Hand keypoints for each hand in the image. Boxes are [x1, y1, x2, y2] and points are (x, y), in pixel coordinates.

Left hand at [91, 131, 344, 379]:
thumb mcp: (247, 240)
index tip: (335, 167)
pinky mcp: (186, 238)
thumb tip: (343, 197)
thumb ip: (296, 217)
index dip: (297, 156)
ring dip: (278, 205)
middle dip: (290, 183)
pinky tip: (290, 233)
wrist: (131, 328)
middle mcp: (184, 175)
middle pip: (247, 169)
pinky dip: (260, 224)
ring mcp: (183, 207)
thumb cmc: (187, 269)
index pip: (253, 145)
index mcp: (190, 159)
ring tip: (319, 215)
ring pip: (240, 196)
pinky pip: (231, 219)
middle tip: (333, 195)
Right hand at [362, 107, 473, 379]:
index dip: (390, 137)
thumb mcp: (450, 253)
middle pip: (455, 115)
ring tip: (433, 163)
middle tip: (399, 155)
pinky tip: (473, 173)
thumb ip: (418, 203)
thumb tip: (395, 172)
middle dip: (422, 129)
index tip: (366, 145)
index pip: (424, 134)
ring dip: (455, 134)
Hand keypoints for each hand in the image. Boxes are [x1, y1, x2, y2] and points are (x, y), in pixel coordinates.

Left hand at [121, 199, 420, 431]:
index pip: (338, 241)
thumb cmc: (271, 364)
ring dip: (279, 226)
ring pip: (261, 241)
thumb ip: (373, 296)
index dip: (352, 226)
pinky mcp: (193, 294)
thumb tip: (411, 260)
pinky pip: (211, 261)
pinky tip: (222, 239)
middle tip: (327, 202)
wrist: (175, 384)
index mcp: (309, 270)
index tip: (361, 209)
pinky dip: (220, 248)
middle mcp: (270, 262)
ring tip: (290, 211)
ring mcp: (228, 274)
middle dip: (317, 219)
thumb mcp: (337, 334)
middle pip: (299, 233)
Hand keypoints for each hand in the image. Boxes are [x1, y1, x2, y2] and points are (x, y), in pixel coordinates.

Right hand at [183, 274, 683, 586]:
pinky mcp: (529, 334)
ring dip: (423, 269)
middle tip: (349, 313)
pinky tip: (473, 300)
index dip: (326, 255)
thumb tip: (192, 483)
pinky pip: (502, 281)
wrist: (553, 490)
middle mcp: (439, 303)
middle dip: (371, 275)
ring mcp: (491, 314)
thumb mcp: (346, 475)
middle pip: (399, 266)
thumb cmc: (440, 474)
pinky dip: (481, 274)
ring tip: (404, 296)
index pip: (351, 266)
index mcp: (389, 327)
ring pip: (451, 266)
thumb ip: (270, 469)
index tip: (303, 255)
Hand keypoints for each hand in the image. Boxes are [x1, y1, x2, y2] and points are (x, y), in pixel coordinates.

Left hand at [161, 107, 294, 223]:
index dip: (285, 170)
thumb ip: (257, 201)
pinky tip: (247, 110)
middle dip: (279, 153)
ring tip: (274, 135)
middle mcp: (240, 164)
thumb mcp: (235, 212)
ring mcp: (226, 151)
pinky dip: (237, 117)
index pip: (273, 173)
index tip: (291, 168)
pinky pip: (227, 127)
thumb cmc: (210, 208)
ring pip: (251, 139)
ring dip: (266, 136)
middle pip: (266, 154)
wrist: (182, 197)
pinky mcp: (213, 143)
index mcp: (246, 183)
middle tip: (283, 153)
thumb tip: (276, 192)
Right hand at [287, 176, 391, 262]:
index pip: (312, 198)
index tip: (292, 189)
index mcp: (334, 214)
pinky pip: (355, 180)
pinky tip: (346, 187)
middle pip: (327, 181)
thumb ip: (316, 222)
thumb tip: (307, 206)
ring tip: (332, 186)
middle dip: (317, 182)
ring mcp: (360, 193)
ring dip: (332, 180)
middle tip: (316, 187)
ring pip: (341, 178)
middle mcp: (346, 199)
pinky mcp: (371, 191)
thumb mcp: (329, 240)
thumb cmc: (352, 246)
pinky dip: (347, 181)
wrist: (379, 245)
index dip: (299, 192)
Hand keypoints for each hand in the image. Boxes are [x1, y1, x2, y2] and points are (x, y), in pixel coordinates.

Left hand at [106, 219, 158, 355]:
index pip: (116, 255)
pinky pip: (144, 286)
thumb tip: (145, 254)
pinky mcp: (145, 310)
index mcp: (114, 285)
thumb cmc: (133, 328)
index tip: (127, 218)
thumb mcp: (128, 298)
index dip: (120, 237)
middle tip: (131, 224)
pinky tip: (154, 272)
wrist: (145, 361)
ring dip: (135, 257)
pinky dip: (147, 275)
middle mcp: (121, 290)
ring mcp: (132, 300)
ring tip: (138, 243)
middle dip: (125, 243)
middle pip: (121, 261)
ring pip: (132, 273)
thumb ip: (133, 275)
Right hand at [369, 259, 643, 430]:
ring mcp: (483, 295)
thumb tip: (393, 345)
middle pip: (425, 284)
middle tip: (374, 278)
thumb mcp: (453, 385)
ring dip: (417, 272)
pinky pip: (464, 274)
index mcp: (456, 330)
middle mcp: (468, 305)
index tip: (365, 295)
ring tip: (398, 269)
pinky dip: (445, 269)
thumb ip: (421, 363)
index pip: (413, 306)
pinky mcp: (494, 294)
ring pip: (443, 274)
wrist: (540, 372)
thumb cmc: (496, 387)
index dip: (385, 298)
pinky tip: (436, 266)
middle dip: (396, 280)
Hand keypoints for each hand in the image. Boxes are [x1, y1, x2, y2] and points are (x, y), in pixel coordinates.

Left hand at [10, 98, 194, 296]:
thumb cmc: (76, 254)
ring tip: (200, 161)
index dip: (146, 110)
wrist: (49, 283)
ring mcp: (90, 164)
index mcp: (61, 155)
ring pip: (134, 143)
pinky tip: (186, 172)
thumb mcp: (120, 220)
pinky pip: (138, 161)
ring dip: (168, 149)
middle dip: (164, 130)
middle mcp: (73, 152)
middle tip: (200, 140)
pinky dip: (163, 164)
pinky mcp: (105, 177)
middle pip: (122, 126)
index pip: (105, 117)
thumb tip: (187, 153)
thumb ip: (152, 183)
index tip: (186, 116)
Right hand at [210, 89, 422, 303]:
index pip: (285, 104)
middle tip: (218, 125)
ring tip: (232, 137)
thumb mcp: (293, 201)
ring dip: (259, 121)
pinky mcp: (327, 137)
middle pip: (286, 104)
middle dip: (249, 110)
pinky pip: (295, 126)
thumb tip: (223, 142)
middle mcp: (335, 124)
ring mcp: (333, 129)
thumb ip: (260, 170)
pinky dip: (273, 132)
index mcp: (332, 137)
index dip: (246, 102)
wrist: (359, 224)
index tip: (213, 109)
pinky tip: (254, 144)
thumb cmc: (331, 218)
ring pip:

***

- Instructions for the task: Output the data above in full and exactly.

- Task response:
Hand keypoints for each hand in the image. Boxes are [x1, y1, x2, y2] and points are (x, y), in pixel coordinates.

Left hand at [91, 131, 344, 379]:
thumb mcp: (247, 240)
index tip: (335, 167)
pinky mcp: (186, 238)
thumb tip: (343, 197)
thumb ip: (296, 217)
index dip: (297, 156)
ring dip: (278, 205)
middle dip: (290, 183)
pinky tip: (290, 233)
wrist: (131, 328)
middle mcp: (184, 175)
middle pip: (247, 169)
pinky dip: (260, 224)
ring mcp: (183, 207)
thumb cmc: (187, 269)
index pip: (253, 145)
index mcp: (190, 159)
ring tip: (319, 215)
ring pip: (240, 196)
pinky pip: (231, 219)
middle tip: (333, 195)
Right hand at [362, 107, 473, 379]:
index dip: (390, 137)
thumb mcp: (450, 253)
middle pip: (455, 115)
ring tip: (433, 163)
middle tip: (399, 155)
pinky tip: (473, 173)
thumb ip: (418, 203)
thumb tip: (395, 172)
middle dip: (422, 129)
index tip: (366, 145)
index pip: (424, 134)
ring dip: (455, 134)
Hand keypoints for each hand in the image. Boxes are [x1, y1, x2, y2] and points are (x, y), in pixel coordinates.

Left hand at [121, 199, 420, 431]:
index pip: (338, 241)
thumb cmc: (271, 364)
ring dip: (279, 226)
ring pip: (261, 241)
thumb ip: (373, 296)
index dip: (352, 226)
pinky mcp: (193, 294)
thumb tip: (411, 260)
pinky pip: (211, 261)
pinky tip: (222, 239)
middle tip: (327, 202)
wrist: (175, 384)
index mcp: (309, 270)
index tip: (361, 209)
pinky dip: (220, 248)
middle mcp: (270, 262)
ring tip: (290, 211)
ring mcp: (228, 274)
middle dip: (317, 219)
thumb mcp: (337, 334)
middle pip: (299, 233)
Hand keypoints for each hand in the image. Boxes are [x1, y1, x2, y2] and points are (x, y), in pixel coordinates.

Right hand at [183, 274, 683, 586]:
pinky mcp: (529, 334)
ring dip: (423, 269)
middle tip: (349, 313)
pinky tip: (473, 300)
index dip: (326, 255)
thumb tip: (192, 483)
pinky pip: (502, 281)
wrist: (553, 490)
middle mcp: (439, 303)
middle dip: (371, 275)
ring mcp: (491, 314)
thumb mcp: (346, 475)
middle pip: (399, 266)
thumb cmc: (440, 474)
pinky dip: (481, 274)
ring tip: (404, 296)
index pip: (351, 266)
index mcp: (389, 327)
ring pip: (451, 266)
thumb ip: (270, 469)
index tip: (303, 255)
Hand keypoints for each hand in the image. Boxes are [x1, y1, x2, y2] and points are (x, y), in pixel coordinates.

Left hand at [161, 107, 294, 223]:
index dip: (285, 170)
thumb ip: (257, 201)
pinky tip: (247, 110)
middle dip: (279, 153)
ring tip: (274, 135)
middle mcp: (240, 164)
thumb mcp: (235, 212)
ring mcp: (226, 151)
pinky dip: (237, 117)
index pip: (273, 173)
index tip: (291, 168)
pinky pip: (227, 127)
thumb cmc: (210, 208)
ring pip: (251, 139)
ring dip: (266, 136)
middle pip: (266, 154)
wrist: (182, 197)
pinky mcp: (213, 143)
index mcp: (246, 183)
middle tip: (283, 153)
thumb tip: (276, 192)
Right hand at [287, 176, 391, 262]:
index pip: (312, 198)
index tip: (292, 189)
index mcp: (334, 214)
pinky pip: (355, 180)
pinky tip: (346, 187)
middle pip: (327, 181)
thumb ip: (316, 222)
thumb tip: (307, 206)
ring tip: (332, 186)
middle dip: (317, 182)
ring mcp: (360, 193)
ring dip: (332, 180)
middle tip: (316, 187)
ring pip: (341, 178)
middle mcp: (346, 199)
pinky mcp: (371, 191)
thumb mcp: (329, 240)
thumb cmc: (352, 246)
pinky dip: (347, 181)
wrist: (379, 245)
index dip: (299, 192)
Hand keypoints for each hand in the image. Boxes are [x1, y1, x2, y2] and points are (x, y), in pixel coordinates.

Left hand at [106, 219, 158, 355]:
index pip: (116, 255)
pinky pip: (144, 286)
thumb tip: (145, 254)
pinky mcp: (145, 310)
index mcp: (114, 285)
thumb cmc: (133, 328)
index tip: (127, 218)
thumb mcp: (128, 298)
index dip: (120, 237)
middle tip: (131, 224)
pinky tip: (154, 272)
wrist: (145, 361)
ring dip: (135, 257)
pinky dip: (147, 275)
middle mcp: (121, 290)
ring mcp: (132, 300)
ring tip: (138, 243)
middle dip: (125, 243)
middle pip: (121, 261)
ring pip: (132, 273)
thumb ip: (133, 275)
Right hand at [369, 259, 643, 430]:
ring mcp: (483, 295)
thumb tip: (393, 345)
middle pip: (425, 284)
middle tip: (374, 278)
thumb mcp: (453, 385)
ring dip: (417, 272)
pinky pip: (464, 274)
index mcp: (456, 330)
middle mcp: (468, 305)
index tip: (365, 295)
ring tip: (398, 269)
pinky dip: (445, 269)
thumb ip: (421, 363)
index pip: (413, 306)
pinky mcp: (494, 294)
ring pip: (443, 274)
wrist: (540, 372)
thumb cmc: (496, 387)
index dip: (385, 298)
pinky tip: (436, 266)
middle dip: (396, 280)
Hand keypoints for each hand in the image. Boxes are [x1, y1, x2, y2] and points are (x, y), in pixel coordinates.

Left hand at [10, 98, 194, 296]:
thumb cmc: (76, 254)
ring tip: (200, 161)
index dip: (146, 110)
wrist: (49, 283)
ring mcp: (90, 164)
index mcp: (61, 155)
ring pip: (134, 143)
pinky tip: (186, 172)
thumb mcp: (120, 220)
pinky pip: (138, 161)
ring dip: (168, 149)
middle dip: (164, 130)
middle mcp: (73, 152)
middle tip: (200, 140)
pinky dip: (163, 164)
pinky mcp: (105, 177)
middle pip: (122, 126)
index pip: (105, 117)
thumb tip: (187, 153)
thumb ip: (152, 183)
index tip: (186, 116)
Right hand at [210, 89, 422, 303]:
index pip: (285, 104)
middle tip: (218, 125)
ring tip: (232, 137)
thumb mcp: (293, 201)
ring dip: (259, 121)
pinky mcp: (327, 137)
middle pip: (286, 104)
middle dip: (249, 110)
pinky pip: (295, 126)
thumb tip: (223, 142)
middle mcp: (335, 124)
ring mcp: (333, 129)
thumb ip: (260, 170)
pinky dip: (273, 132)
index mcp: (332, 137)
index dip: (246, 102)
wrist: (359, 224)
index tip: (213, 109)
pinky tip: (254, 144)
thumb cmc: (331, 218)
ring pip:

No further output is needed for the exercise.